用語がたくさん出てきて混乱したところで嬉しい解説

「先取り貯蓄って言っても、実際に投資してる人なんているの?」と思うかもしれない。実はアンケートによると、20代は手取りの18%、30代は手取りの16%を貯蓄に回しているという。
 
「え、意外とみんな先取り貯蓄×コツコツ積立してるんだ……」と感じた方も大丈夫。今からでも全く遅くない。インターネットでは情報があふれているし、ネットで口座を開設することもできる。
 
ぜひ明るい未来に向けてお金を避け、避けたお金を増やすことを実践してみてほしい。

4.この三井住友信託銀行の投資教育を体験した20代からは~

感想1:「投資初心者からすると、“貯蓄”と“積立”といった言葉の違いがわからないのではないでしょうか?」

―それは狙い通りなんです。知りたいと思っていただいたら、調べてみましょう!自分で調べれば気づきがあり、じゃあやってみようという気持ちにつながると思うので。

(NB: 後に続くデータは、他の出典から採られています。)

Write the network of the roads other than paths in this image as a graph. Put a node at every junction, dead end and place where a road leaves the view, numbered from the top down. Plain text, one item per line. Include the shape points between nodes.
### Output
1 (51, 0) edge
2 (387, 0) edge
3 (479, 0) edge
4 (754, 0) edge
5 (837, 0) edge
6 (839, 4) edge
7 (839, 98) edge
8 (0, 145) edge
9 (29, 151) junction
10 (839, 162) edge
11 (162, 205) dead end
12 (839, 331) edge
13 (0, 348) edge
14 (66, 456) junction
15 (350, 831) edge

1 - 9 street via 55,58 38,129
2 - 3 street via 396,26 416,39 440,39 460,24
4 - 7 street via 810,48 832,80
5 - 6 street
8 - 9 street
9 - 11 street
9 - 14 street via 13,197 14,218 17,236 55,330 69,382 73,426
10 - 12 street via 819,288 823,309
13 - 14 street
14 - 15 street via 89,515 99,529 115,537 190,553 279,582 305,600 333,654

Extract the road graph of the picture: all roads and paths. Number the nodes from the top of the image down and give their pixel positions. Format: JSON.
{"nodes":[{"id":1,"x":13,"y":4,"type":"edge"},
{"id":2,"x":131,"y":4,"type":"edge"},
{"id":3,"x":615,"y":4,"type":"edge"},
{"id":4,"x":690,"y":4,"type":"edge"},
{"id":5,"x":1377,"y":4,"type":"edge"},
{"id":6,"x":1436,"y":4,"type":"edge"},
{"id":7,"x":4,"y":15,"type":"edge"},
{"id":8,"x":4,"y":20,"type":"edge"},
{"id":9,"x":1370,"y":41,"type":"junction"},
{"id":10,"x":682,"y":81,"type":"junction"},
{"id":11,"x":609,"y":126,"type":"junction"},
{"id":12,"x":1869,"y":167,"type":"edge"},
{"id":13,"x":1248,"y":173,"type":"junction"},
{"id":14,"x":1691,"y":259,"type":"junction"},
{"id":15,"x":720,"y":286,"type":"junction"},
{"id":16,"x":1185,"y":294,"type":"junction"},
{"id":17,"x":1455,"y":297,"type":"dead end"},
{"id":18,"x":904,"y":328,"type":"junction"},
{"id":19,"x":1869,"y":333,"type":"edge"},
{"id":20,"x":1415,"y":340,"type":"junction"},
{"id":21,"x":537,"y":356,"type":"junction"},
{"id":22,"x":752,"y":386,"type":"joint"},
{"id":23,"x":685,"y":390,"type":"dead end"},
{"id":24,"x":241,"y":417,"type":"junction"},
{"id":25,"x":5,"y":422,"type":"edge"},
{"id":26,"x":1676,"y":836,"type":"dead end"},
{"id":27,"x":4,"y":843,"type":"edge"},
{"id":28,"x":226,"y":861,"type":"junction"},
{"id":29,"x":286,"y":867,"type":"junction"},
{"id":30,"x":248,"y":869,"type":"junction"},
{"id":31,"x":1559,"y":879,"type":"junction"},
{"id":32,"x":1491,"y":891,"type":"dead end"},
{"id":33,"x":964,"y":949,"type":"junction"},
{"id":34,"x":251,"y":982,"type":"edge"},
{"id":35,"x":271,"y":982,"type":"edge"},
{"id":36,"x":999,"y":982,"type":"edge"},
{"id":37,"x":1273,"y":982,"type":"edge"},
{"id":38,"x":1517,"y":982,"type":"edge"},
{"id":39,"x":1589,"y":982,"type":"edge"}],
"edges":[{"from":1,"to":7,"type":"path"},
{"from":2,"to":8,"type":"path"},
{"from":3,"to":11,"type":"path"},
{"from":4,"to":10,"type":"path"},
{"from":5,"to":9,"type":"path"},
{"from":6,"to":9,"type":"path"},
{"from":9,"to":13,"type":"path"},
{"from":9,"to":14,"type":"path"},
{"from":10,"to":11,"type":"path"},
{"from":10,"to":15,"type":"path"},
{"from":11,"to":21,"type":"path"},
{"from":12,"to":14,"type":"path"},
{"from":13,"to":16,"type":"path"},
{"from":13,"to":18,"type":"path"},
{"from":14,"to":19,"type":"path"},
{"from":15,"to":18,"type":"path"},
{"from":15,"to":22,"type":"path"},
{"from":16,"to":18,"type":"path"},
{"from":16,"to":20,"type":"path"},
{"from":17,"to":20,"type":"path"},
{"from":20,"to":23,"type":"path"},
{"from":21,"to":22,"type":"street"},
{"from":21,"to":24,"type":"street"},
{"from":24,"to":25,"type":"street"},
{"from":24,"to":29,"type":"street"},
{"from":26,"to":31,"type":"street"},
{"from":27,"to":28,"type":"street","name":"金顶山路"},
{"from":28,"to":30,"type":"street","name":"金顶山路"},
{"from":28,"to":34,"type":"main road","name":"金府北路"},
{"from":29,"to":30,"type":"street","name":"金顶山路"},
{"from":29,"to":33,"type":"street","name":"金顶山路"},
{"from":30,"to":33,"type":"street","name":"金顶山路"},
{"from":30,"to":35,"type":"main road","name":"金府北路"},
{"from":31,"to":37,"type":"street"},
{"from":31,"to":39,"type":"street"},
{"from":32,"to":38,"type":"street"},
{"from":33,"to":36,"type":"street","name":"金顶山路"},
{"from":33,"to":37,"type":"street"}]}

感想2:「自分に置き換えて考えてみると具体的にイメージしにくいです。」
「お金が必要なのはわかったけれど、実際に私がこれからどんなライフプランを歩んでいくかもまだ明確にイメージできてない中で、自分事として捉えられない・・・どっか他人事で、実際には行動に移らないのではないか感じました。どうしたら自分事になりますか?」

―ライフシミュレーション機能を使うのも一つの手です。今の段階で想定するライフプランをもとに自分オリジナルの必要金額が見えれば、イメージしやすいです。」

他に寄せられた感想:鋭い視点、20代らしい率直な意見たち

「ゆるく生きたい人とっては、お金を増やすインセンティブがないのでは? むしろ足りなくなるっていう恐怖の方が、行動するインセンティブにつながると思う」

「結婚式とか車とか型にはまったものよりも、例えば『急に世界一周行きたくなった』『急に起業したくなった』とか、そういったものの方が、お金を増やすインセンティブになるのでは?」

「『投資? めんどくさいな層』に向けてなのか、『投資しなきゃ!でもどうしよう層』に向けてなのか気になった」

今回はターゲットをひとくくりに向けたワンアプローチだった(あえてそうすることで、自分で調べさせるよう仕向けていた)。確かにリスク派かワクワク派かで、生き方は大きく異なる。多様性の時代、投資教育も様々な層に向けて行う必要があるのかもしれない。

次回は、他信託銀行の投資教育をご紹介していく。この機会に、自分だったらどんな投資教育を受けてみたいか考えていただき、今後に活かしていただければ幸いだ。